Some time later, Shashi gets Skeleton Key, and uses it to track down Cleve Kalso, a man who killed his parents, after taking all of Cleve's money and giving it to the public, Cleve gets extremely angry and reveals himself. Shashi, Threatening to kill Cleve, gets interrupted by Tony, starting fight between Tony and Shashi, also unintentionally freeing Cleve. In the middle of the fight between Tony and Shashi, Tony ends up getting Skeleton Key, but Cleve threatens to blow up the whole building, so Tony saves Shashi before the building explodes, and Dominic saves Shashi and Tony from crashing but Layla escapes.

Tony and his friends trick Ms. Nowhere into thinking Skeleton Key got lost, in order for them to control the spy plane and go to vacation.

=== Season 2 ===
In Season 2, Layla became good and was secretly sent by Ms. Nowhere to Brazil. The gang went to Brazil for the mission and to save Layla, only to figure out that Layla has been mind controlled by Rafaela Moreno. So the team gets imprisoned by Rafaela but tries to escape one by one. Frostee made an antidote to block the mind control so Layla and Tony pretended to be mind controlled so that they can know her plans. She planned to mind control the whole city because they thought she was dead.

=== Season 3 ===
In Season 3, Tony and his crew make a dangerous journey to the Sahara Desert when Ms. Nowhere mysteriously disappears on a mission there, all agents uncovering a plot by a maniacal villain using remote-control weather satellites.

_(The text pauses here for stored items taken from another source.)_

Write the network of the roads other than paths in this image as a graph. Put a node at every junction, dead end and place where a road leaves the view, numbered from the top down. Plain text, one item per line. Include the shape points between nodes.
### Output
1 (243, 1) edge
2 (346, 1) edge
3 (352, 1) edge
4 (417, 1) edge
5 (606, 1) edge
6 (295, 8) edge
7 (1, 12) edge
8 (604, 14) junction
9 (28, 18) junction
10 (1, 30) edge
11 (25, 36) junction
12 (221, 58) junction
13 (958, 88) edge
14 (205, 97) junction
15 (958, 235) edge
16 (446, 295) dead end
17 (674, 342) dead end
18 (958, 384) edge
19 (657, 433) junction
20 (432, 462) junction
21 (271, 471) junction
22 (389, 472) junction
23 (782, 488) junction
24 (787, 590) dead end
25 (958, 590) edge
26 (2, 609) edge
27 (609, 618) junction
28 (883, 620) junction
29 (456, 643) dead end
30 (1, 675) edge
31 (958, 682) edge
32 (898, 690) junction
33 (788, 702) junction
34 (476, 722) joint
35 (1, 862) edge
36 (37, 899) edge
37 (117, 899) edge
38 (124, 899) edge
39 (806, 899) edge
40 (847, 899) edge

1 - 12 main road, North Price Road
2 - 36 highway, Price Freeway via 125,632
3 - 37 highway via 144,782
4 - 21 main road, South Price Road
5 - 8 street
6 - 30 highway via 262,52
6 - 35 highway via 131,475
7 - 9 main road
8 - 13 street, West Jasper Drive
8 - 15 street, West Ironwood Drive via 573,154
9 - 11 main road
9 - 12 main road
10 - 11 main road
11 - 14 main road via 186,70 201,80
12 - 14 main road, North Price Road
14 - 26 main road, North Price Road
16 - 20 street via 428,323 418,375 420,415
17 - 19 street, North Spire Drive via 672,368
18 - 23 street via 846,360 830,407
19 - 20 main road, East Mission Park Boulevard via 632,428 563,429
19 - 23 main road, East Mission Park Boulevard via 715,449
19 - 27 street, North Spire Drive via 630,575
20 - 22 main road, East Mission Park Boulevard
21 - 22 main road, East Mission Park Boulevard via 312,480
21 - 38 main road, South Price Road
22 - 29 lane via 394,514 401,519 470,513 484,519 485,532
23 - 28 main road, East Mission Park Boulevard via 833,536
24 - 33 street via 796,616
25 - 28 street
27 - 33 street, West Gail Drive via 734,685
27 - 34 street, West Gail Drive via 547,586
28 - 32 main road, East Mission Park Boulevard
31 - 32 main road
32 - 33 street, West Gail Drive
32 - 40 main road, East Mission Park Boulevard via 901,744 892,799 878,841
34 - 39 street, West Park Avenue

In Season 4, Ms. Nowhere and Tony's crew are framed for a crime they had no involvement in prior, and flee to Mexico to both find the real culprit, clear their names, and flee the unstoppable super-agent hunting them down, Palindrome.

In Season 5, the group travels to the South Pacific Ocean to rescue one of their own, leading to a faceoff with an old enemy.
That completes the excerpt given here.